Collected data:
+ + + +
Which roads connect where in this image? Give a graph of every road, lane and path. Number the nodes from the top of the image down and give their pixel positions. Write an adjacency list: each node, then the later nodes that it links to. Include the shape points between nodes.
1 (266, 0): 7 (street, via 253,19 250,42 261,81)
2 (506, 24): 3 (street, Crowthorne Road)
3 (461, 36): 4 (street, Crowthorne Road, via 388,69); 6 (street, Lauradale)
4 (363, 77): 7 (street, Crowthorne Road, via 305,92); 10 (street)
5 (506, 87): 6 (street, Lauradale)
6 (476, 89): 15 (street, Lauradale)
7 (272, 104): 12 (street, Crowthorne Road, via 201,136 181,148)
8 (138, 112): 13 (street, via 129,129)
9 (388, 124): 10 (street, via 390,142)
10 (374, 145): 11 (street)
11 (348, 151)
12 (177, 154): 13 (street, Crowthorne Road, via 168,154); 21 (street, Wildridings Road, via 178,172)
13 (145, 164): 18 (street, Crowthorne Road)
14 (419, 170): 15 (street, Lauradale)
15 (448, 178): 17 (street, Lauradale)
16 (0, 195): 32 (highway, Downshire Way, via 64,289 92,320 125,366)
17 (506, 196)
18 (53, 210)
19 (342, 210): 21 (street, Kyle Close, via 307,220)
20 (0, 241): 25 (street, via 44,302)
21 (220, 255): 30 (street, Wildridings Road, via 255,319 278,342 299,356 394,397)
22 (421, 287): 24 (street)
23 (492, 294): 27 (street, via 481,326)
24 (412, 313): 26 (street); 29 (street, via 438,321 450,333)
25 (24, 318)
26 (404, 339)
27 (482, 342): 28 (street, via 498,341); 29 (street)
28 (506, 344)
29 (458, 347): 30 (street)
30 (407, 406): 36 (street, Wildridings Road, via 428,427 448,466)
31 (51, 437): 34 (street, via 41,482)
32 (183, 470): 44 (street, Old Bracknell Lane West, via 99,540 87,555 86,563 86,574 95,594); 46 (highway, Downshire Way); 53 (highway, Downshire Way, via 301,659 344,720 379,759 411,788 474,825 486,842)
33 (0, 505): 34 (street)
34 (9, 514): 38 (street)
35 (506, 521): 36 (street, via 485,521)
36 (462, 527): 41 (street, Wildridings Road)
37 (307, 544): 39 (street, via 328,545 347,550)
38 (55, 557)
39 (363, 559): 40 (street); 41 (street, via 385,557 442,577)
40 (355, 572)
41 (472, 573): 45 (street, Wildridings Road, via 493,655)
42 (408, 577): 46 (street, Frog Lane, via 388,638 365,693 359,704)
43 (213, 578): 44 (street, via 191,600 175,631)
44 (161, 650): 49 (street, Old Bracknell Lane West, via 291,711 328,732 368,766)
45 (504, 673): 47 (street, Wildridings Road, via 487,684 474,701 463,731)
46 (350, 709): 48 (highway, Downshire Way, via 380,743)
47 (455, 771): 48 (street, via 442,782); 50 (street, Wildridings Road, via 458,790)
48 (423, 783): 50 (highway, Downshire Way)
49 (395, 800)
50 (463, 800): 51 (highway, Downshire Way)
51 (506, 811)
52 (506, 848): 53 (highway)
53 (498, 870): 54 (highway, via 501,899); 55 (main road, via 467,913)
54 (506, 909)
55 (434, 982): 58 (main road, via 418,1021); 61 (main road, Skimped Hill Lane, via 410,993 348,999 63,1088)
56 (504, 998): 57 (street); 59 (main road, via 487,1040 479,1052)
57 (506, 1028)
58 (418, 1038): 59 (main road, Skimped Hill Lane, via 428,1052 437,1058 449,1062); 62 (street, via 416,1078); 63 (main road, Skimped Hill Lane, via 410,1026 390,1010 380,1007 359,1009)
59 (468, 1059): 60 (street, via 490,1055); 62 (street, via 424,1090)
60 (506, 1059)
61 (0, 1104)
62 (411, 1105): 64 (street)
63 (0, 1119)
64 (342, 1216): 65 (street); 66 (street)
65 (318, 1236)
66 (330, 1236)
+ + + +
> _ACTIVITY_: Nothing should be left out. Reproduce all the entries precisely.

> _FINISHED TASK_:
Which roads connect where in this image? Give a graph of every road, lane and path. Number the nodes from the top of the image down and give their pixel positions. Write an adjacency list: each node, then the later nodes that it links to. Include the shape points between nodes.
1 (266, 0): 7 (street, via 253,19 250,42 261,81)
2 (506, 24): 3 (street, Crowthorne Road)
3 (461, 36): 4 (street, Crowthorne Road, via 388,69); 6 (street, Lauradale)
4 (363, 77): 7 (street, Crowthorne Road, via 305,92); 10 (street)
5 (506, 87): 6 (street, Lauradale)
6 (476, 89): 15 (street, Lauradale)
7 (272, 104): 12 (street, Crowthorne Road, via 201,136 181,148)
8 (138, 112): 13 (street, via 129,129)
9 (388, 124): 10 (street, via 390,142)
10 (374, 145): 11 (street)
11 (348, 151)
12 (177, 154): 13 (street, Crowthorne Road, via 168,154); 21 (street, Wildridings Road, via 178,172)
13 (145, 164): 18 (street, Crowthorne Road)
14 (419, 170): 15 (street, Lauradale)
15 (448, 178): 17 (street, Lauradale)
16 (0, 195): 32 (highway, Downshire Way, via 64,289 92,320 125,366)
17 (506, 196)
18 (53, 210)
19 (342, 210): 21 (street, Kyle Close, via 307,220)
20 (0, 241): 25 (street, via 44,302)
21 (220, 255): 30 (street, Wildridings Road, via 255,319 278,342 299,356 394,397)
22 (421, 287): 24 (street)
23 (492, 294): 27 (street, via 481,326)
24 (412, 313): 26 (street); 29 (street, via 438,321 450,333)
25 (24, 318)
26 (404, 339)
27 (482, 342): 28 (street, via 498,341); 29 (street)
28 (506, 344)
29 (458, 347): 30 (street)
30 (407, 406): 36 (street, Wildridings Road, via 428,427 448,466)
31 (51, 437): 34 (street, via 41,482)
32 (183, 470): 44 (street, Old Bracknell Lane West, via 99,540 87,555 86,563 86,574 95,594); 46 (highway, Downshire Way); 53 (highway, Downshire Way, via 301,659 344,720 379,759 411,788 474,825 486,842)
33 (0, 505): 34 (street)
34 (9, 514): 38 (street)
35 (506, 521): 36 (street, via 485,521)
36 (462, 527): 41 (street, Wildridings Road)
37 (307, 544): 39 (street, via 328,545 347,550)
38 (55, 557)
39 (363, 559): 40 (street); 41 (street, via 385,557 442,577)
40 (355, 572)
41 (472, 573): 45 (street, Wildridings Road, via 493,655)
42 (408, 577): 46 (street, Frog Lane, via 388,638 365,693 359,704)
43 (213, 578): 44 (street, via 191,600 175,631)
44 (161, 650): 49 (street, Old Bracknell Lane West, via 291,711 328,732 368,766)
45 (504, 673): 47 (street, Wildridings Road, via 487,684 474,701 463,731)
46 (350, 709): 48 (highway, Downshire Way, via 380,743)
47 (455, 771): 48 (street, via 442,782); 50 (street, Wildridings Road, via 458,790)
48 (423, 783): 50 (highway, Downshire Way)
49 (395, 800)
50 (463, 800): 51 (highway, Downshire Way)
51 (506, 811)
52 (506, 848): 53 (highway)
53 (498, 870): 54 (highway, via 501,899); 55 (main road, via 467,913)
54 (506, 909)
55 (434, 982): 58 (main road, via 418,1021); 61 (main road, Skimped Hill Lane, via 410,993 348,999 63,1088)
56 (504, 998): 57 (street); 59 (main road, via 487,1040 479,1052)
57 (506, 1028)
58 (418, 1038): 59 (main road, Skimped Hill Lane, via 428,1052 437,1058 449,1062); 62 (street, via 416,1078); 63 (main road, Skimped Hill Lane, via 410,1026 390,1010 380,1007 359,1009)
59 (468, 1059): 60 (street, via 490,1055); 62 (street, via 424,1090)
60 (506, 1059)
61 (0, 1104)
62 (411, 1105): 64 (street)
63 (0, 1119)
64 (342, 1216): 65 (street); 66 (street)
65 (318, 1236)
66 (330, 1236)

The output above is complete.